Magnetic property measurement system for Ti in example 1₃C₂T_x/Fe₃O₄With Ti₃C₂T_x/Fe₃O₄The magnetic performance of the/Ag magnetic substrate is characterized, the results of the magnetic hysteresis loop are shown in FIGS. 6a and b, and the physical photographs of the magnetic substrate before and after magnetic adsorption are shown in FIG. 6 c. The results show that Ti₃C₂T_x/Fe₃O₄And Ti₃C₂T_x/Fe₃O₄The saturation magnetization of Ag is 16.56emu/g and 13.52emu/g respectively, which shows that the material has stronger magnetism, the saturation magnetization of the material is slightly reduced after silver is modified, and a smaller hysteresis loop exists, but the material can still be quickly separated under the action of an external magnetic field, so that the requirement of quick magnetic separation in an analysis test can be met, a physical picture shows that the magnetic substrate can be completely magnetically separated under the action of the external magnetic field, and the separated solution is clear and transparent.

Test example 5

For Ti prepared in example 1₃C₂T_x/Fe₃O₄The Ag magnetic substrate is subjected to uniformity and reproducibility research: mixing 1.0mg/L and 1.5mg/L phthalyl sulfathiazole solution as signal molecules with magnetic substrates prepared in the same batch and different batches at volume ratio of 3:1 for 5min, separating with external magnetic field, dripping the substrate on silicon wafer to collect SERS spectrogram at 1037cm^-1The intensity of the SERS peak at (a) is calculated as RSD within and between batches with reference to the results shown in fig. 7. Fig. 7A shows that the RSD of the SERS response of the substrate between the same batches was 4.4% (n 11), while fig. 7B shows that the RSD of the SERS response of the substrate between the different batches was 7.3% (n 7).
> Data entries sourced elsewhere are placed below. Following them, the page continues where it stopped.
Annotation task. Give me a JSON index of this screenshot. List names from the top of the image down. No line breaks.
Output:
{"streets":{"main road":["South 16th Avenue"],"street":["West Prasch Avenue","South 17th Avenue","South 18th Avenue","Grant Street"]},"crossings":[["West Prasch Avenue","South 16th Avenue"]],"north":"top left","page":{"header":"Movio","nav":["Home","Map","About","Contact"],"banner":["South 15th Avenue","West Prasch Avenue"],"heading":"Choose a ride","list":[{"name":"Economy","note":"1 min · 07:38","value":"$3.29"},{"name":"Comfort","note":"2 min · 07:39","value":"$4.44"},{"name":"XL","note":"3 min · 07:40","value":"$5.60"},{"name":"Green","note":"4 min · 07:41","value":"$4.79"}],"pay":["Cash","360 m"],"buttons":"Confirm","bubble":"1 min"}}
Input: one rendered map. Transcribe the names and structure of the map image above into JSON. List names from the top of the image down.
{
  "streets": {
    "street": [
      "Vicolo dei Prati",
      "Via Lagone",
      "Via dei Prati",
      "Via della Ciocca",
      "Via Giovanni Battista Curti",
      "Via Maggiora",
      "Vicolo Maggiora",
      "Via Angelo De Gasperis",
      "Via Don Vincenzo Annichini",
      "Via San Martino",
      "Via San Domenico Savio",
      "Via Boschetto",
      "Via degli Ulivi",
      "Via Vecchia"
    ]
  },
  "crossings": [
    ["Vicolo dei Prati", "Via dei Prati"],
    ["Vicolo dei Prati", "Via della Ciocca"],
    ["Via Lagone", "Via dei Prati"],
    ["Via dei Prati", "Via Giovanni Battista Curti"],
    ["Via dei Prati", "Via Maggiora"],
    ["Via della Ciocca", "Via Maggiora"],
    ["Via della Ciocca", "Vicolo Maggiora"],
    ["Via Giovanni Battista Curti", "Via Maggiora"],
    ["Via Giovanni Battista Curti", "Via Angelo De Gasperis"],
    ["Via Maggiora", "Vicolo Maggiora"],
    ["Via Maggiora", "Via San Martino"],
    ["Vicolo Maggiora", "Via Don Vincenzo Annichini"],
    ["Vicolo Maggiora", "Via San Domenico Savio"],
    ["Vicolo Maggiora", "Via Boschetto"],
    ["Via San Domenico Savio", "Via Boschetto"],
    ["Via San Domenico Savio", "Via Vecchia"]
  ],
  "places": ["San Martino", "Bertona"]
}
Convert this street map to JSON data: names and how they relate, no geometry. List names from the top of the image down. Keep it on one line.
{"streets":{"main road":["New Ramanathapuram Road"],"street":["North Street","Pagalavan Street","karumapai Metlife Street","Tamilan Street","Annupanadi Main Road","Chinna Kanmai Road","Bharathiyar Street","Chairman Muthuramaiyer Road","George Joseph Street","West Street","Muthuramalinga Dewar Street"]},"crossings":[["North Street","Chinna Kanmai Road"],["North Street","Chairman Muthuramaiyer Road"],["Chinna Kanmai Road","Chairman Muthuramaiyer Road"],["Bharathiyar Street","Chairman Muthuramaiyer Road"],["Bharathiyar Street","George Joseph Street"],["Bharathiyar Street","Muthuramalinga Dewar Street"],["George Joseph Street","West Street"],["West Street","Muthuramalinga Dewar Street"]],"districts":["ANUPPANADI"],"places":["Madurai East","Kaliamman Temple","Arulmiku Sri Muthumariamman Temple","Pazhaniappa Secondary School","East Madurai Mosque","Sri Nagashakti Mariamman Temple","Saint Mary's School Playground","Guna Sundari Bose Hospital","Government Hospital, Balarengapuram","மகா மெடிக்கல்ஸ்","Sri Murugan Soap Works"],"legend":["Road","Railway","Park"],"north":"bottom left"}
The results show that Ti₃C₂T_x/Fe₃O₄The Ag magnetic substrate has good performanceThe uniformity and the reproducibility of the SERS quantitative analysis can meet the precision requirement of the SERS quantitative analysis.

Test example 6

For Ti prepared in example 1₃C₂T_x/Fe₃O₄The Ag magnetic substrate is subjected to stability research: and (3) mixing the signal molecule with 0.8mg/L PST solution serving as a signal molecule and magnetic substrates which are respectively placed for 1 day, 7 days, 14 days, 21 days, 28 days and 42 days according to a ratio of 3:1 for 5min, dropwise adding the substrates onto a silicon wafer after external magnetic field separation for collecting SERS spectrograms, and calculating RSD under different placing days, wherein the result is shown in figure 8 and is 6.2% (n is 3). The results show that Ti₃C₂T_x/Fe₃O₄the/Ag magnetic substrate has good stability.

Test example 7

For Ti prepared in example 1₃C₂T_x/Fe₃O₄The selectivity study was carried out on a/Ag magnetic substrate: common sulfanilamide antibiotics such as sulfathiazole, sulfadiazine, sulfacetamide, sulfamethazine, sulfamethoxazole, sulfamylon, sulfaamidine, sulfisoxazole, silver sulfadiazine, phthaleinathiazole and the like are selected, 1.0mg/L of different antibiotic solutions are mixed with a magnetic substrate for 5min according to the volume ratio of 3:1 respectively, the magnetic substrate is dripped on a silicon wafer to collect an SERS spectrogram after an external magnetic field is separated, and the result is shown in figure 9. The result shows that the substrate has good SERS response to phthaleinothiazole and silver sulfadiazine, and has a certain response to other antibiotics, but the response is relatively weak. In addition, phthalylsulfathiazole is present at 1037cm^-1The SERS peak is not obviously interfered, the signal is better, and the method is suitable for establishing a standard curve as a quantitative peak of the phthalyl-sulfathiazole. Silver sulfadiazine is 1145cm^-1The SERS peak is not obviously interfered, the signal is better, and the method is suitable for establishing a standard curve as a quantitative peak of the sulfadiazine silver.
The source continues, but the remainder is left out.